=== Task description ===
Going through the data below, please show each line containing the string "this".

=== Dataset ===
- Opening Delimiter -
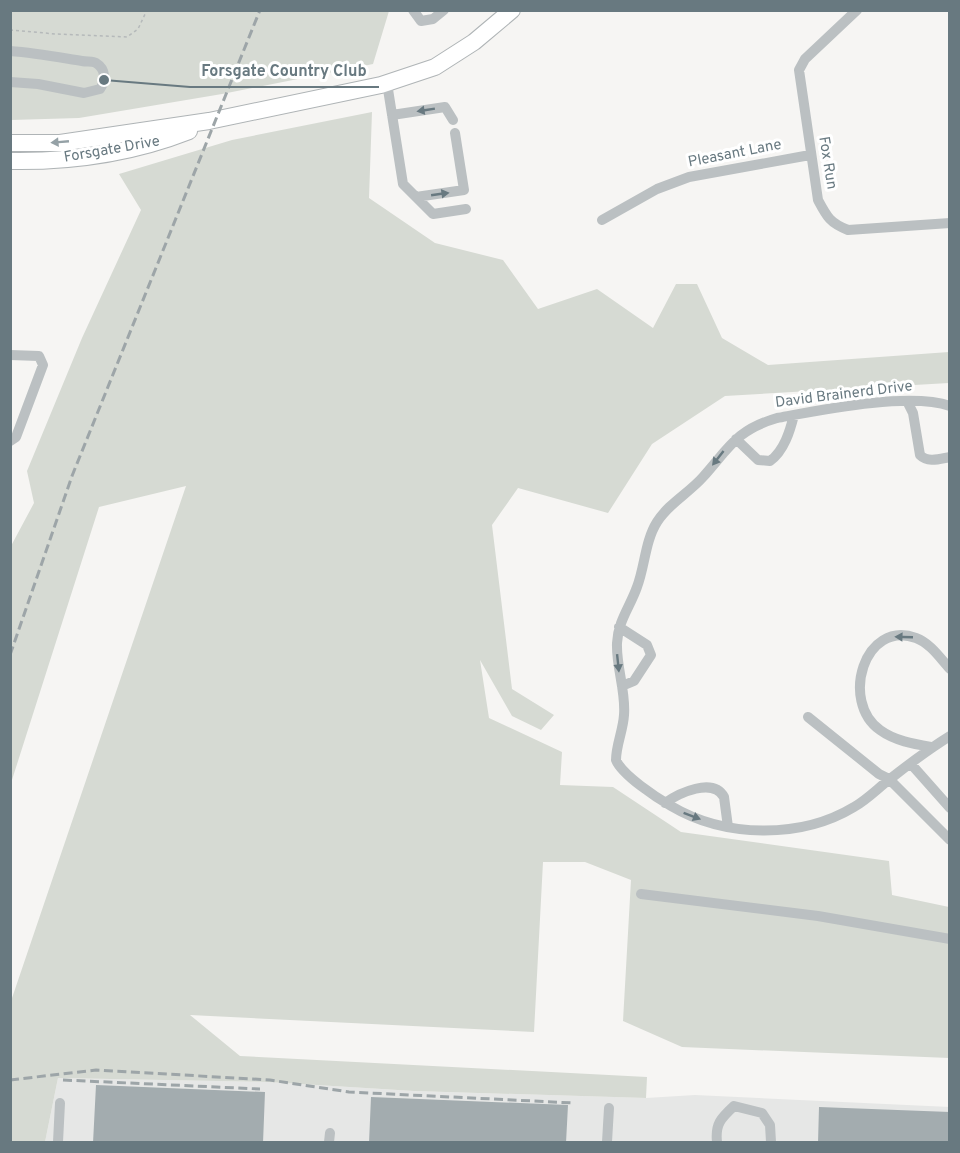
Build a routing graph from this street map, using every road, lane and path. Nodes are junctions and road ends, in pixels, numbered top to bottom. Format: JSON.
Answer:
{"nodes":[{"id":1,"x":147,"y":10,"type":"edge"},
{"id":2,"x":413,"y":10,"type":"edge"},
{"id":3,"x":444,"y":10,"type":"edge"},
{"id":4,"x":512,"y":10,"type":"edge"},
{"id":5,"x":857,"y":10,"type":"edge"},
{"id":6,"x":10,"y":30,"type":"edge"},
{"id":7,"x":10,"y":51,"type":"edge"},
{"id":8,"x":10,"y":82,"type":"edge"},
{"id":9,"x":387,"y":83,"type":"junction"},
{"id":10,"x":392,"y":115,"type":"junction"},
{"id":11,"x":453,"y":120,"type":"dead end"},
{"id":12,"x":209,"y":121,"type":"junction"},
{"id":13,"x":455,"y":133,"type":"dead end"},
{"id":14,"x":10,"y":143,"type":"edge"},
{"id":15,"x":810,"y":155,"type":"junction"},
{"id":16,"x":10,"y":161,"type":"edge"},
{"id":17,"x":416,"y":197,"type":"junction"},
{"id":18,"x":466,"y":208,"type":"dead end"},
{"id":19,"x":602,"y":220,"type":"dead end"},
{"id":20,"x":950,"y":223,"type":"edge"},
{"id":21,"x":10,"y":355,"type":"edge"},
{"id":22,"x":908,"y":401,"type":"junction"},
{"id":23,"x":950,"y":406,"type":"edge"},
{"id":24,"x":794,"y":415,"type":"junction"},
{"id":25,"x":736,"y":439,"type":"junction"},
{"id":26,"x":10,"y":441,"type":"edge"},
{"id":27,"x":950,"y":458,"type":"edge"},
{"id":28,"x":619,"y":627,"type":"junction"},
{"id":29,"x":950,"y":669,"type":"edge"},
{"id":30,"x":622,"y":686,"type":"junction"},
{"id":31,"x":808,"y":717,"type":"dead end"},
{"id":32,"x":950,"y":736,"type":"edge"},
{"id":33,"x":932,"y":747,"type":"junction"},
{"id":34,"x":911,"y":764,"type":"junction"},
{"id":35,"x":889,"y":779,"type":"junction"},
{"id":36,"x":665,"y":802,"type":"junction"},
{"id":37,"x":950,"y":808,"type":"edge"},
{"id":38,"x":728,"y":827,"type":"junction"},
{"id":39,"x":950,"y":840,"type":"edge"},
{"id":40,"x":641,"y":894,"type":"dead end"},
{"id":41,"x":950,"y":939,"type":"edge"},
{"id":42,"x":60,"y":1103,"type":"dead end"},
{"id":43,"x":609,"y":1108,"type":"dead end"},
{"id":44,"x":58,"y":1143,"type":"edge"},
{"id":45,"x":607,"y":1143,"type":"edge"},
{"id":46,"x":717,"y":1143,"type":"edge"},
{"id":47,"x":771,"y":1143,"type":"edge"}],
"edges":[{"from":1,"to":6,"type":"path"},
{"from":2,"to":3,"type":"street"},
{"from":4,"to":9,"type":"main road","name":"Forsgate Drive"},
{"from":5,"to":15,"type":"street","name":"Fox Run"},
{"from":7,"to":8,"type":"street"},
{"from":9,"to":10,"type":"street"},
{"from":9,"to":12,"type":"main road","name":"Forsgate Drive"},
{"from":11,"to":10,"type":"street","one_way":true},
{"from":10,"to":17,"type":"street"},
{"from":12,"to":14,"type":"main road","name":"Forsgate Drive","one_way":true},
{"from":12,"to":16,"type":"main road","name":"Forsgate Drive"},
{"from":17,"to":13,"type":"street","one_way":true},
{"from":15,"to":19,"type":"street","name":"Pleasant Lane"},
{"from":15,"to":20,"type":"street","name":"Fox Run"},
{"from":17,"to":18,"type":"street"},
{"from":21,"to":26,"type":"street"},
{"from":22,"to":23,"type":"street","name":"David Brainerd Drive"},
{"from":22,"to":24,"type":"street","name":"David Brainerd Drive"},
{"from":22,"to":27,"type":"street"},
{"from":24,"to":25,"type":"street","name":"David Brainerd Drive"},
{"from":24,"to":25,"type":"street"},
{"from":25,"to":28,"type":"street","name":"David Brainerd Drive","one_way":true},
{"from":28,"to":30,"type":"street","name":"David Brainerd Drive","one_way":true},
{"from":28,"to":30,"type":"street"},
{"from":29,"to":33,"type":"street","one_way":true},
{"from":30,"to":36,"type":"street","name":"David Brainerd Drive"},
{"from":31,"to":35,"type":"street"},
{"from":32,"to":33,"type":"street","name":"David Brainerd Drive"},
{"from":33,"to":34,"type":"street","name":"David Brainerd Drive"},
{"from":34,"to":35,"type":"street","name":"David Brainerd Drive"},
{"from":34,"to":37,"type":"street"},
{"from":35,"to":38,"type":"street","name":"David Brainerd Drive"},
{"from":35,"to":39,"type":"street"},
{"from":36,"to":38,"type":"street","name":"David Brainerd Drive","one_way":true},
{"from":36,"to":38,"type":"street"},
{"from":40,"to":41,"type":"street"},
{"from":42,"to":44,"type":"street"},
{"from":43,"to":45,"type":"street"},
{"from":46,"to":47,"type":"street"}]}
- Closing Delimiter -
- Opening Delimiter -
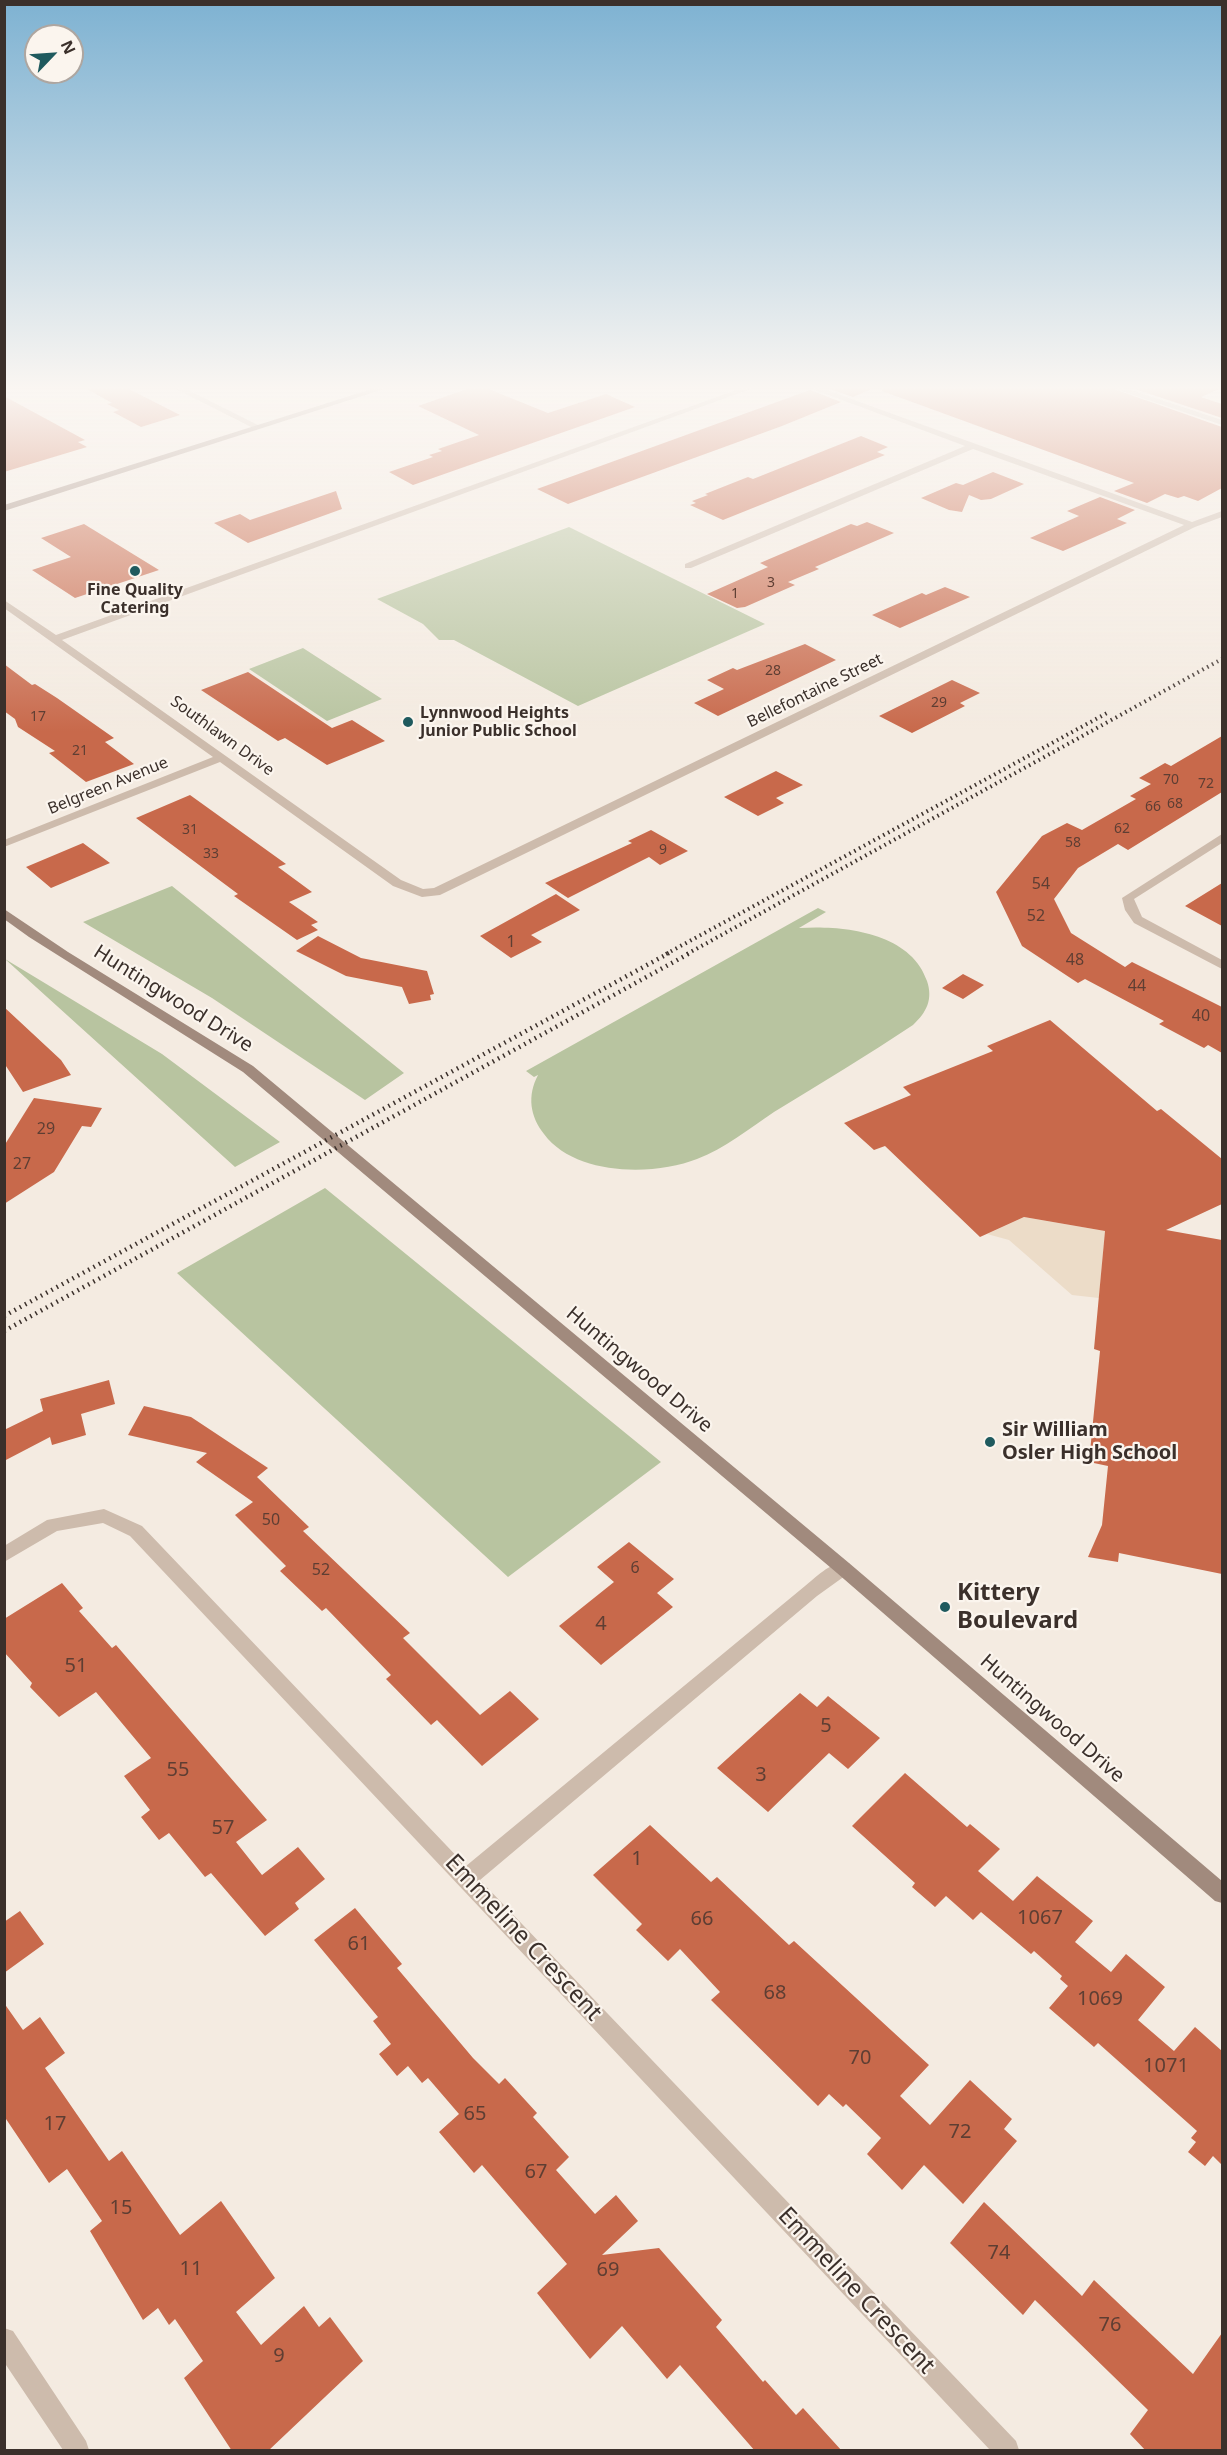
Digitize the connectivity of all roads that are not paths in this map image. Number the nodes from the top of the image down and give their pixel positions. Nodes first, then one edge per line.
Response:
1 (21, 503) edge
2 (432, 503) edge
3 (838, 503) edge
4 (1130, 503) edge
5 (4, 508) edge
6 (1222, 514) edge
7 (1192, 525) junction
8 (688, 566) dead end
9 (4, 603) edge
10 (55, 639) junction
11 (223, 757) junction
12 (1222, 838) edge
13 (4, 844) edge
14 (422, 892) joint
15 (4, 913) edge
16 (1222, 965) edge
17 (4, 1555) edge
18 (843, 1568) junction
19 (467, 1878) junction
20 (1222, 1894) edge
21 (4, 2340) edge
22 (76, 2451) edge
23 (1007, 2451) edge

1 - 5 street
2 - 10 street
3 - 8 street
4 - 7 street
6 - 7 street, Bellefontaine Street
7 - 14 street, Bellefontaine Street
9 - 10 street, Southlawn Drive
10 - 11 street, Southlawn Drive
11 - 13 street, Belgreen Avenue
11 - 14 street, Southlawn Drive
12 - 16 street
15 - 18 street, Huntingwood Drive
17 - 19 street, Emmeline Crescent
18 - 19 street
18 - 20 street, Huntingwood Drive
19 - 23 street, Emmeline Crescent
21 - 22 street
- Closing Delimiter -
- Opening Delimiter -
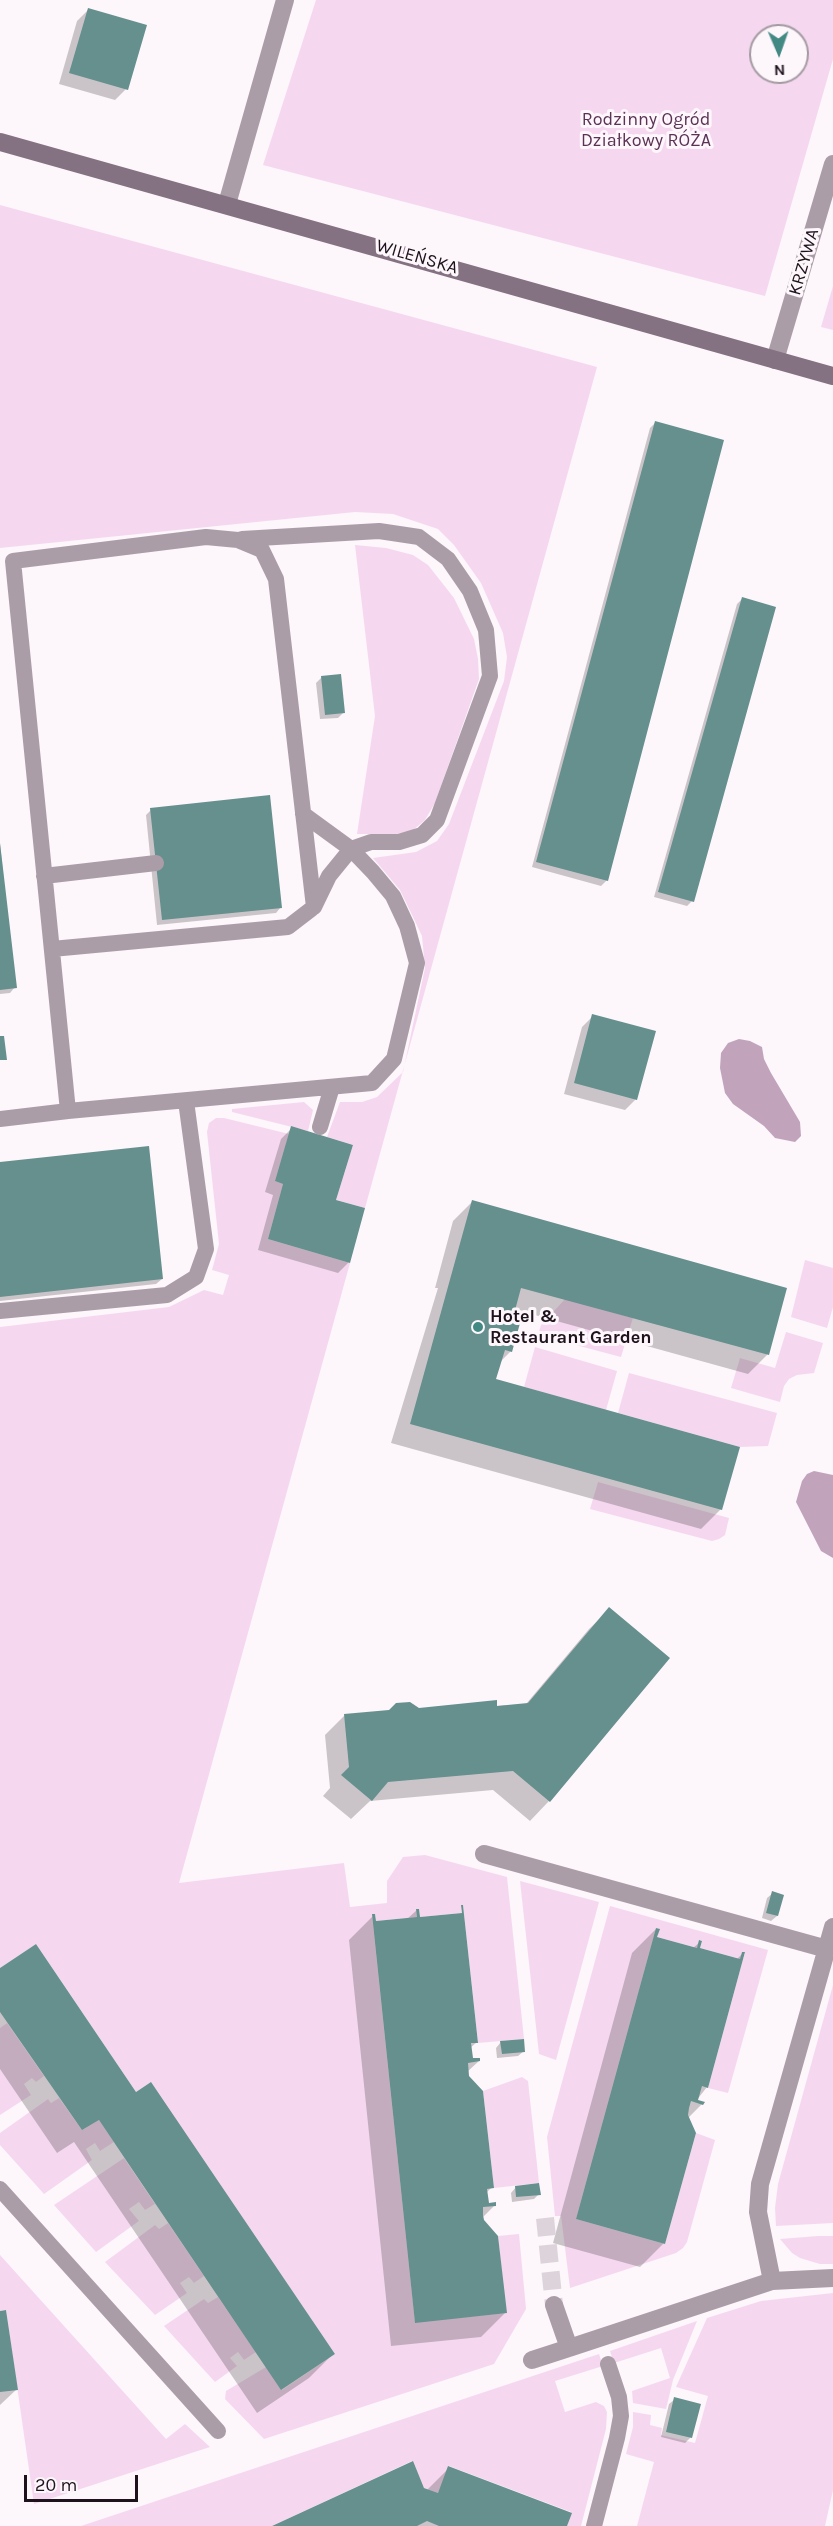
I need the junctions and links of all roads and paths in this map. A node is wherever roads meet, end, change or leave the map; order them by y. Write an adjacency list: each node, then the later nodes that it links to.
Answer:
- Closing Delimiter -
=== Task output ===
Build a routing graph from this street map, using every road, lane and path. Nodes are junctions and road ends, in pixels, numbered top to bottom. Format: JSON.
Digitize the connectivity of all roads that are not paths in this map image. Number the nodes from the top of the image down and give their pixel positions. Nodes first, then one edge per line.
I need the junctions and links of all roads and paths in this map. A node is wherever roads meet, end, change or leave the map; order them by y. Write an adjacency list: each node, then the later nodes that it links to.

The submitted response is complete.